The meat of the film is the descriptions of domestic violence by the women and children who have lived through it. In intake interviews, therapy and during casual conversation, women relate stories from the mundane (too much drink and too little money adding up to sudden bursts of childish violence) to the truly chilling (a story about a woman attacked with a crowbar who said that she was more afraid of leaving than of living with the pain and disfigurement.) Without being overly didactic, or resorting to narration, Wiseman gives us a basic education on the structure, signs and avoidance of domestic violence.
The stories are powerful, and the presence of Wiseman’s camera is scarcely felt. Other than the police calls, the only respite from the life of the Spring is occasional interstitial shots of Tampa street scenes. Wiseman’s Tampa is empty of people, and the hot tropical sun shines on used car lots and strip joints, corner markets and apartment buildings, the only sign of life being anonymous, humming automobiles that rush through the frame as if to avoid dealing with the problems we hear described.

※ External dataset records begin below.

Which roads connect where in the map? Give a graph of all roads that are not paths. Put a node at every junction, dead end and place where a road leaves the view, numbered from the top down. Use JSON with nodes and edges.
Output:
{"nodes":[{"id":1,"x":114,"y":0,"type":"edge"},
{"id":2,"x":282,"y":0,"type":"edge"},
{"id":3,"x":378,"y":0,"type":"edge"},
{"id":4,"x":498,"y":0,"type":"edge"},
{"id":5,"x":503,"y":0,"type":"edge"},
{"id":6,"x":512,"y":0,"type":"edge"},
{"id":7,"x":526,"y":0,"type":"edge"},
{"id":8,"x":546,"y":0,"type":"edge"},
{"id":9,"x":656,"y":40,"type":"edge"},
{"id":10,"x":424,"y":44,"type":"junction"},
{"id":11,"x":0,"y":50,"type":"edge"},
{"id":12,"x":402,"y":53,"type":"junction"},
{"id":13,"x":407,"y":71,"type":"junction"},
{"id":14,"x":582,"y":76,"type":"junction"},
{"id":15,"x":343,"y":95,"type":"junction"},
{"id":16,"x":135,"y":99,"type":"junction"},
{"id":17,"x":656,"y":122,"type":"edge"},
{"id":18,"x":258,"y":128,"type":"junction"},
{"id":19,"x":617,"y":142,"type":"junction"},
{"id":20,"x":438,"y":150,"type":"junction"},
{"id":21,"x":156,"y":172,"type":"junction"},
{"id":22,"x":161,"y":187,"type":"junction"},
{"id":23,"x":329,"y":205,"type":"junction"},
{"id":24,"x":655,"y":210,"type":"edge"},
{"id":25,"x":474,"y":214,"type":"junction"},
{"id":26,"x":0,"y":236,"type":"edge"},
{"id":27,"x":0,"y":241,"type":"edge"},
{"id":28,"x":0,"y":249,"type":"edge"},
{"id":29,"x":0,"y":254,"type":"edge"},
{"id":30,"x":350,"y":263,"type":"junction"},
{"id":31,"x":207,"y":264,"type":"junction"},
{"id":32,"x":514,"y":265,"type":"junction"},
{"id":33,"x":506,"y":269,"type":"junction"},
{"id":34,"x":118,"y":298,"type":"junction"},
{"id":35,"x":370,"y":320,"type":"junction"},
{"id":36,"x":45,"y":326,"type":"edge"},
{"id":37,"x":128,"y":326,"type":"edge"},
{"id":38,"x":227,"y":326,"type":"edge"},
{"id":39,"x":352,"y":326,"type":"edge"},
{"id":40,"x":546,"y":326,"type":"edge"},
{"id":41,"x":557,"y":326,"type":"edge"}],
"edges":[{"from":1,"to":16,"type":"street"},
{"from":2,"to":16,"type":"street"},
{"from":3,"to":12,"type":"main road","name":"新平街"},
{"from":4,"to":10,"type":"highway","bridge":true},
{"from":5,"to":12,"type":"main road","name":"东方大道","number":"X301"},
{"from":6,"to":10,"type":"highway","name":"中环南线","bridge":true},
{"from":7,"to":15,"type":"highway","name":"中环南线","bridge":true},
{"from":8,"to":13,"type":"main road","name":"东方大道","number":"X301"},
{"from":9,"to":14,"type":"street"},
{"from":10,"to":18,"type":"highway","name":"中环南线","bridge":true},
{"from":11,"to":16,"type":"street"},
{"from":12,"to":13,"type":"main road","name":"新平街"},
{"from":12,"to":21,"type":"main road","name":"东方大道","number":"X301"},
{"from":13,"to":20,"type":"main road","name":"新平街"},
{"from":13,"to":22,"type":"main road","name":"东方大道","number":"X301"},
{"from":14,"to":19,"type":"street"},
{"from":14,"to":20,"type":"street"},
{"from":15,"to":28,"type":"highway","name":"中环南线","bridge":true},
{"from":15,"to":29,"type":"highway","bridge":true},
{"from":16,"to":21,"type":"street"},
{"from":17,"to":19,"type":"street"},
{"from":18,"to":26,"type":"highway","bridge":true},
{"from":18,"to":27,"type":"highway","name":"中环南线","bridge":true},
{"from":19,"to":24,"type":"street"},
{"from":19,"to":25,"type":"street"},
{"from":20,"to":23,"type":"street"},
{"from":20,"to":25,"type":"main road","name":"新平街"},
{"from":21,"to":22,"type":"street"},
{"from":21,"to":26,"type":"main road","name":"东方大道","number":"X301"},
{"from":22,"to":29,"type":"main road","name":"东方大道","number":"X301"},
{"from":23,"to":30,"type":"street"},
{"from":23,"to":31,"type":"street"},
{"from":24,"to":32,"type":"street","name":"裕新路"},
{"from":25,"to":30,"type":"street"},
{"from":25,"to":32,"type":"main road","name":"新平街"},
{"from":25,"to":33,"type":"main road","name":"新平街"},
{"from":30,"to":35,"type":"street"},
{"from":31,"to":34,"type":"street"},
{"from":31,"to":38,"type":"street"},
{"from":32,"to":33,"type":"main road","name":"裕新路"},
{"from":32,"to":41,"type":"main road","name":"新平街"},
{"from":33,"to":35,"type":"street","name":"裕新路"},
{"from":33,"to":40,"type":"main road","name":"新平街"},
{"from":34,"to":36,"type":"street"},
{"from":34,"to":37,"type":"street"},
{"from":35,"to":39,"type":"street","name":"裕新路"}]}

Wiseman’s documentaries are almost legendarily powerful. One acquaintance described his 1976 cattle-and-sheep processing film Meat as “the film people see once and it turns them vegan.” The intimacy of the scenes in Domestic Violence is often baffling. Here are the situations that no one talks about – in “polite” society or anywhere else. Yet Wiseman repeatedly shows us conversations and interviews that lay bare these horrors, sometimes matter-of-factly, sometimes in wrenching, soul-crushing sobs. The contrast between the bright fluorescent-lit hallways and classrooms of the Spring and the dark bedrooms and kitchens where the violence happened is startling in itself. It almost seems as though there must have been some deus ex machina involved, whisking the survivors from their little hells into this comparatively safe zone. But of course there was often only a small intervention. The bulk of the credit for seeking help, and for continuing with the recovery process, belongs to the women themselves. That determination, and the growth it engenders, rescues us from utter despair over the human condition.